§ **About this task**:
Exactly as written and without the pictures, output the entries below.

§ **Data listing**:
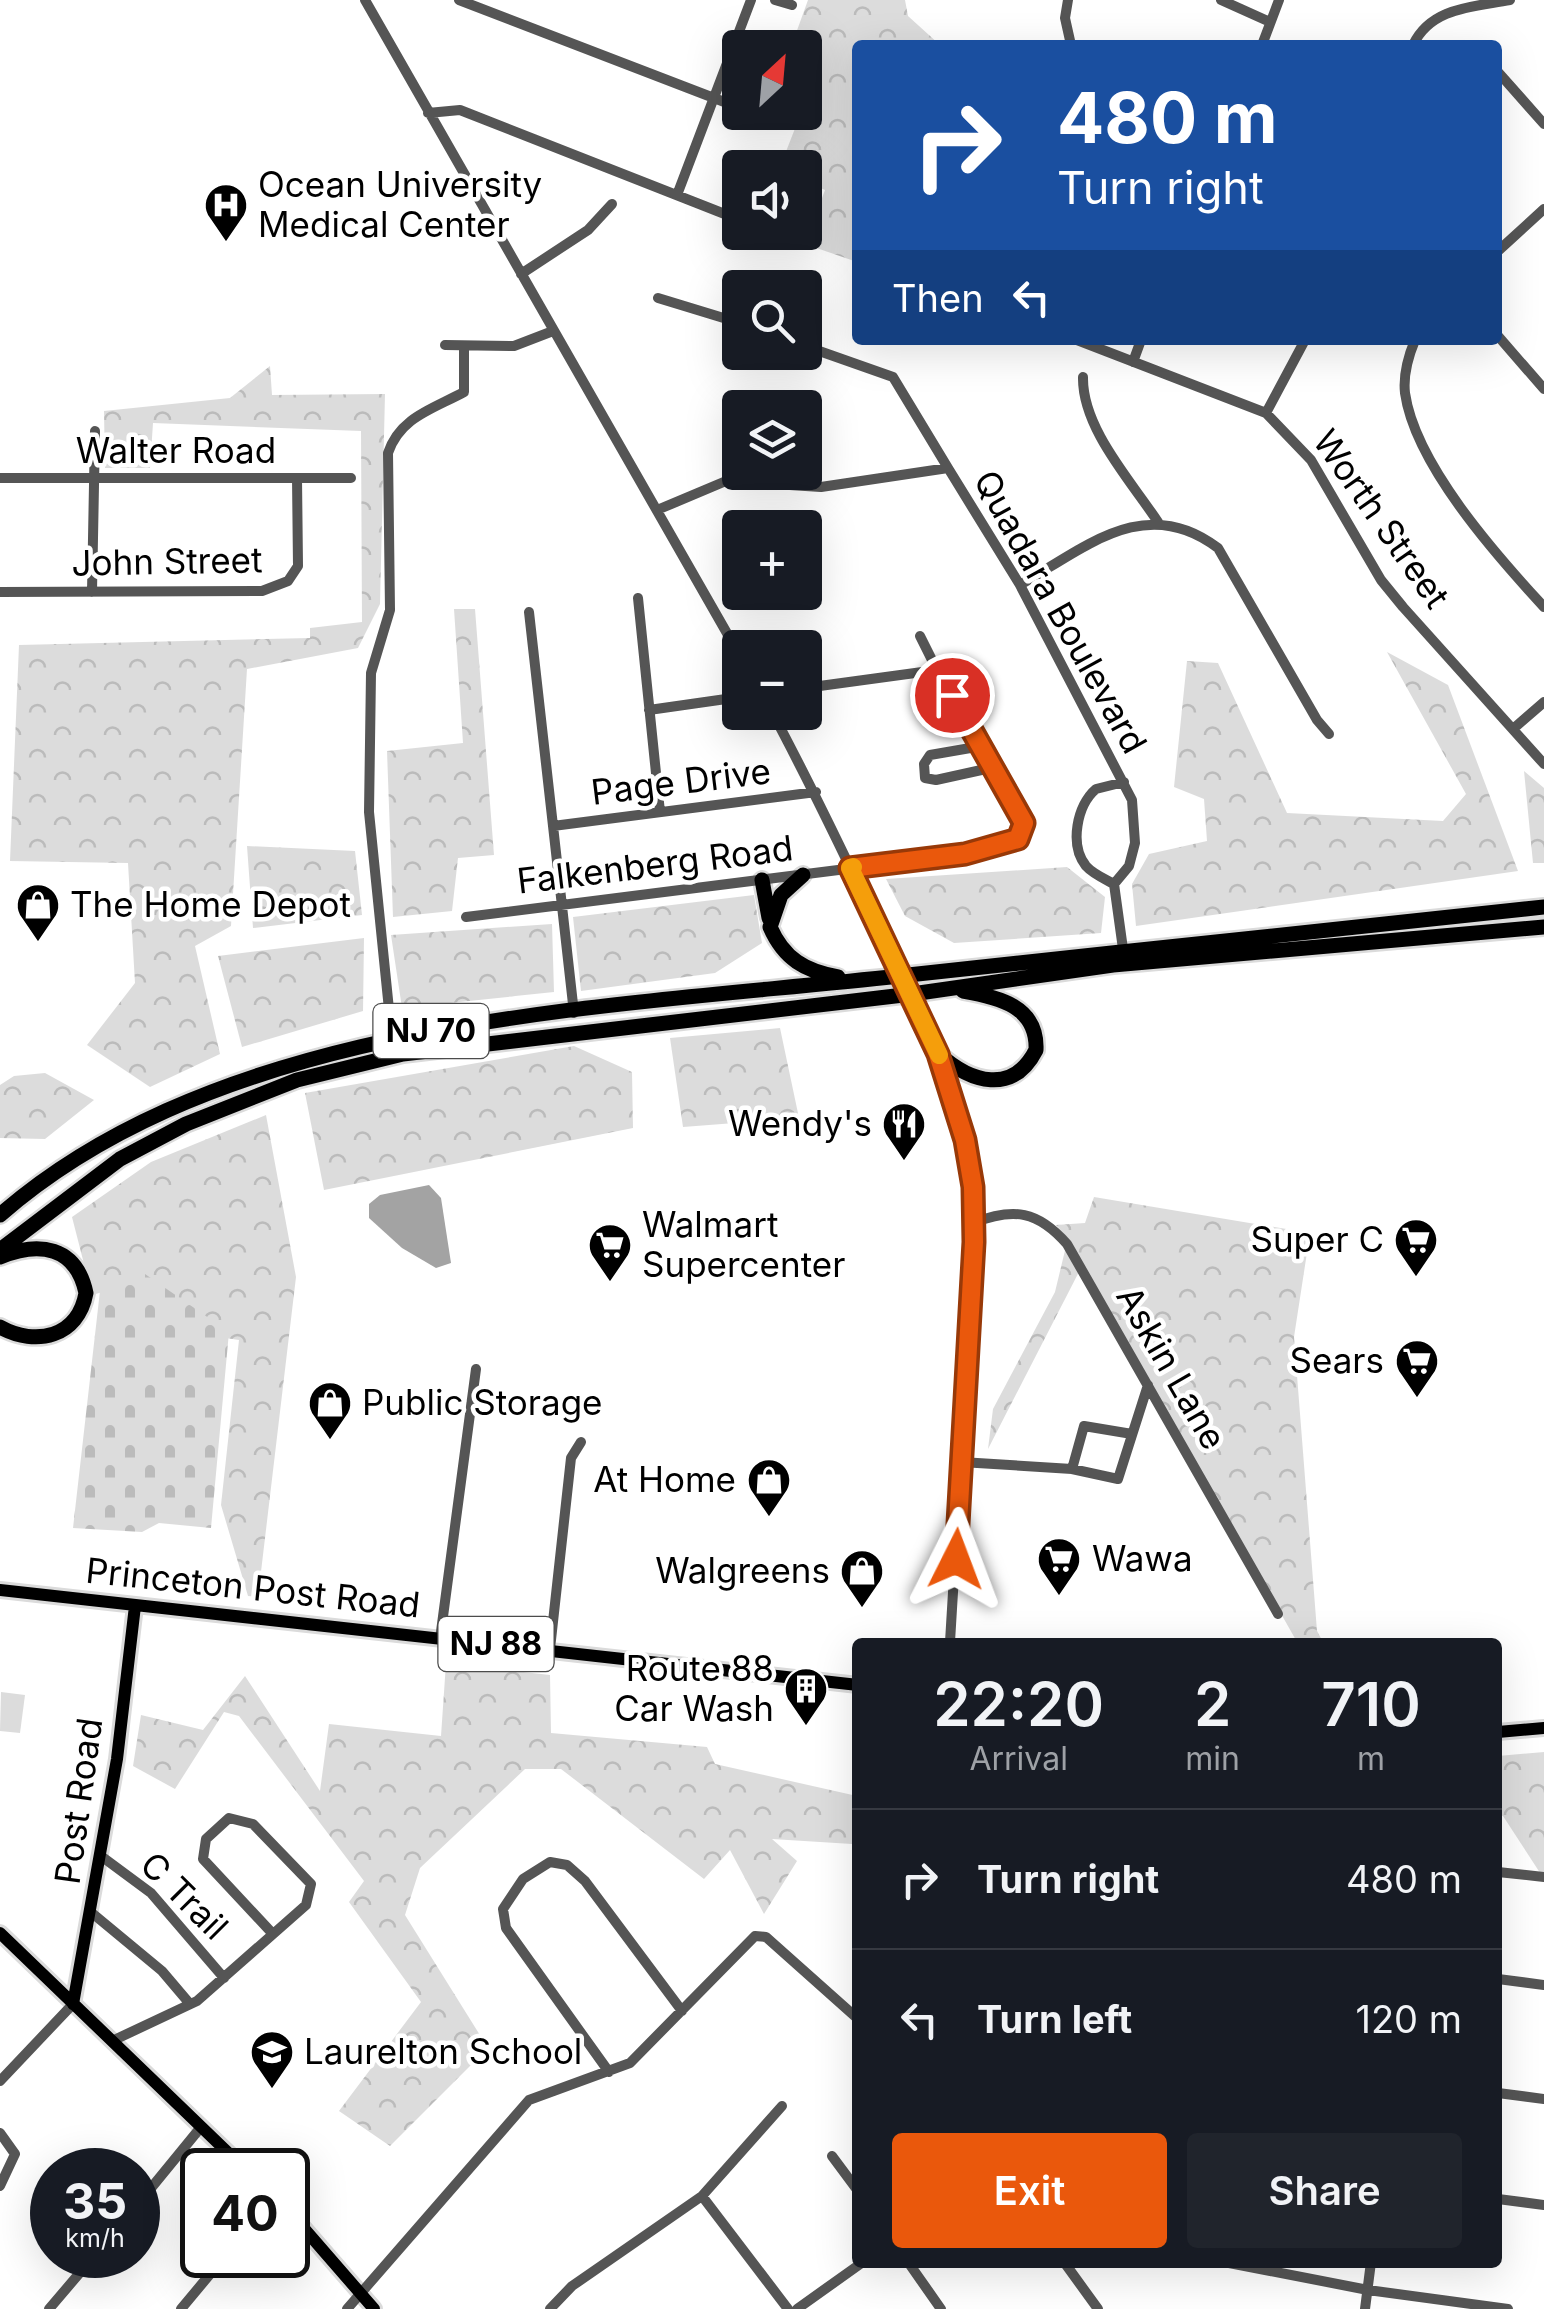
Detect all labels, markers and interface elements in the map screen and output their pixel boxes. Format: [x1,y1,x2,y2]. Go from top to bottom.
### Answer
north arrow [722,30,822,130]
map controls [722,30,822,730]
text: 480 m [1057,75,1278,160]
icon: right [892,80,1022,210]
button: sound [722,150,822,250]
text: Turn right [1057,160,1264,215]
place label: Ocean University Medical Center [258,163,542,245]
hospital icon: Ocean University Medical Center [203,182,249,243]
button: search [722,270,822,370]
icon: left [1004,270,1059,325]
text: Then [892,275,984,321]
button: layers [722,390,822,490]
street label: Worth Street [1305,421,1459,616]
street label: Walter Road [76,429,276,471]
street label: Quadara Boulevard [966,463,1156,760]
button: + [722,510,822,610]
street label: John Street [71,538,263,584]
button: − [722,630,822,730]
pin [910,653,995,738]
icon: arrive [925,668,980,723]
street label: Page Drive [589,749,773,813]
street label: Falkenberg Road [515,826,795,902]
shop icon: The Home Depot [15,882,61,943]
place label: The Home Depot [70,883,351,925]
road number: NJ 70 [374,1004,488,1058]
restaurant icon: Wendy's [881,1101,927,1162]
place label: Wendy's [728,1102,872,1144]
place label: Walmart Supercenter [642,1203,845,1285]
supermarket icon: Super C [1393,1217,1439,1278]
place label: Super C [1250,1218,1384,1260]
supermarket icon: Walmart Supercenter [587,1222,633,1283]
street label: Askin Lane [1108,1278,1235,1457]
supermarket icon: Sears [1394,1338,1440,1399]
place label: Sears [1289,1339,1384,1381]
shop icon: Public Storage [307,1380,353,1441]
place label: Public Storage [362,1381,603,1423]
shop icon: At Home [746,1457,792,1518]
place label: At Home [593,1458,736,1500]
position arrow [904,1507,1008,1611]
supermarket icon: Wawa [1036,1536,1082,1597]
place label: Wawa [1092,1537,1193,1579]
shop icon: Walgreens [839,1548,885,1609]
street label: Princeton Post Road [84,1549,422,1625]
place label: Walgreens [655,1549,830,1591]
road number: NJ 88 [438,1617,554,1671]
place label: Route 88 Car Wash [614,1647,774,1729]
building icon: Route 88 Car Wash [783,1666,829,1727]
text: 22:20 [933,1668,1104,1740]
text: 2 [1194,1668,1231,1740]
text: 710 [1321,1668,1421,1740]
street label: Post Road [46,1715,110,1887]
text: Arrival [969,1739,1068,1778]
text: min [1185,1739,1240,1778]
text: m [1357,1739,1385,1778]
street label: C Trail [132,1843,237,1948]
icon: right [892,1852,947,1907]
text: Turn right [977,1856,1159,1902]
text: 480 m [1346,1856,1462,1902]
icon: left [892,1992,947,2047]
text: Turn left [977,1996,1132,2042]
text: 120 m [1355,1996,1462,2042]
school or university icon: Laurelton School [249,2029,295,2090]
place label: Laurelton School [304,2030,582,2072]
button: Exit [892,2133,1167,2248]
button: Share [1187,2133,1462,2248]
speed limit sign: 40 [180,2148,310,2278]
text: 35 [63,2171,127,2231]
text: km/h [65,2223,125,2253]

§ **Your solution**:
Detect all labels, markers and interface elements in the map screen and output their pixel boxes. Format: [x1,y1,x2,y2]. Go from top to bottom.
### Answer
north arrow [722,30,822,130]
map controls [722,30,822,730]
text: 480 m [1057,75,1278,160]
icon: right [892,80,1022,210]
button: sound [722,150,822,250]
text: Turn right [1057,160,1264,215]
place label: Ocean University Medical Center [258,163,542,245]
hospital icon: Ocean University Medical Center [203,182,249,243]
button: search [722,270,822,370]
icon: left [1004,270,1059,325]
text: Then [892,275,984,321]
button: layers [722,390,822,490]
street label: Worth Street [1305,421,1459,616]
street label: Walter Road [76,429,276,471]
street label: Quadara Boulevard [966,463,1156,760]
button: + [722,510,822,610]
street label: John Street [71,538,263,584]
button: − [722,630,822,730]
pin [910,653,995,738]
icon: arrive [925,668,980,723]
street label: Page Drive [589,749,773,813]
street label: Falkenberg Road [515,826,795,902]
shop icon: The Home Depot [15,882,61,943]
place label: The Home Depot [70,883,351,925]
road number: NJ 70 [374,1004,488,1058]
restaurant icon: Wendy's [881,1101,927,1162]
place label: Wendy's [728,1102,872,1144]
place label: Walmart Supercenter [642,1203,845,1285]
supermarket icon: Super C [1393,1217,1439,1278]
place label: Super C [1250,1218,1384,1260]
supermarket icon: Walmart Supercenter [587,1222,633,1283]
street label: Askin Lane [1108,1278,1235,1457]
supermarket icon: Sears [1394,1338,1440,1399]
place label: Sears [1289,1339,1384,1381]
shop icon: Public Storage [307,1380,353,1441]
place label: Public Storage [362,1381,603,1423]
shop icon: At Home [746,1457,792,1518]
place label: At Home [593,1458,736,1500]
position arrow [904,1507,1008,1611]
supermarket icon: Wawa [1036,1536,1082,1597]
place label: Wawa [1092,1537,1193,1579]
shop icon: Walgreens [839,1548,885,1609]
street label: Princeton Post Road [84,1549,422,1625]
place label: Walgreens [655,1549,830,1591]
road number: NJ 88 [438,1617,554,1671]
place label: Route 88 Car Wash [614,1647,774,1729]
building icon: Route 88 Car Wash [783,1666,829,1727]
text: 22:20 [933,1668,1104,1740]
text: 2 [1194,1668,1231,1740]
text: 710 [1321,1668,1421,1740]
street label: Post Road [46,1715,110,1887]
text: Arrival [969,1739,1068,1778]
text: min [1185,1739,1240,1778]
text: m [1357,1739,1385,1778]
street label: C Trail [132,1843,237,1948]
icon: right [892,1852,947,1907]
text: Turn right [977,1856,1159,1902]
text: 480 m [1346,1856,1462,1902]
icon: left [892,1992,947,2047]
text: Turn left [977,1996,1132,2042]
text: 120 m [1355,1996,1462,2042]
school or university icon: Laurelton School [249,2029,295,2090]
place label: Laurelton School [304,2030,582,2072]
button: Exit [892,2133,1167,2248]
button: Share [1187,2133,1462,2248]
speed limit sign: 40 [180,2148,310,2278]
text: 35 [63,2171,127,2231]
text: km/h [65,2223,125,2253]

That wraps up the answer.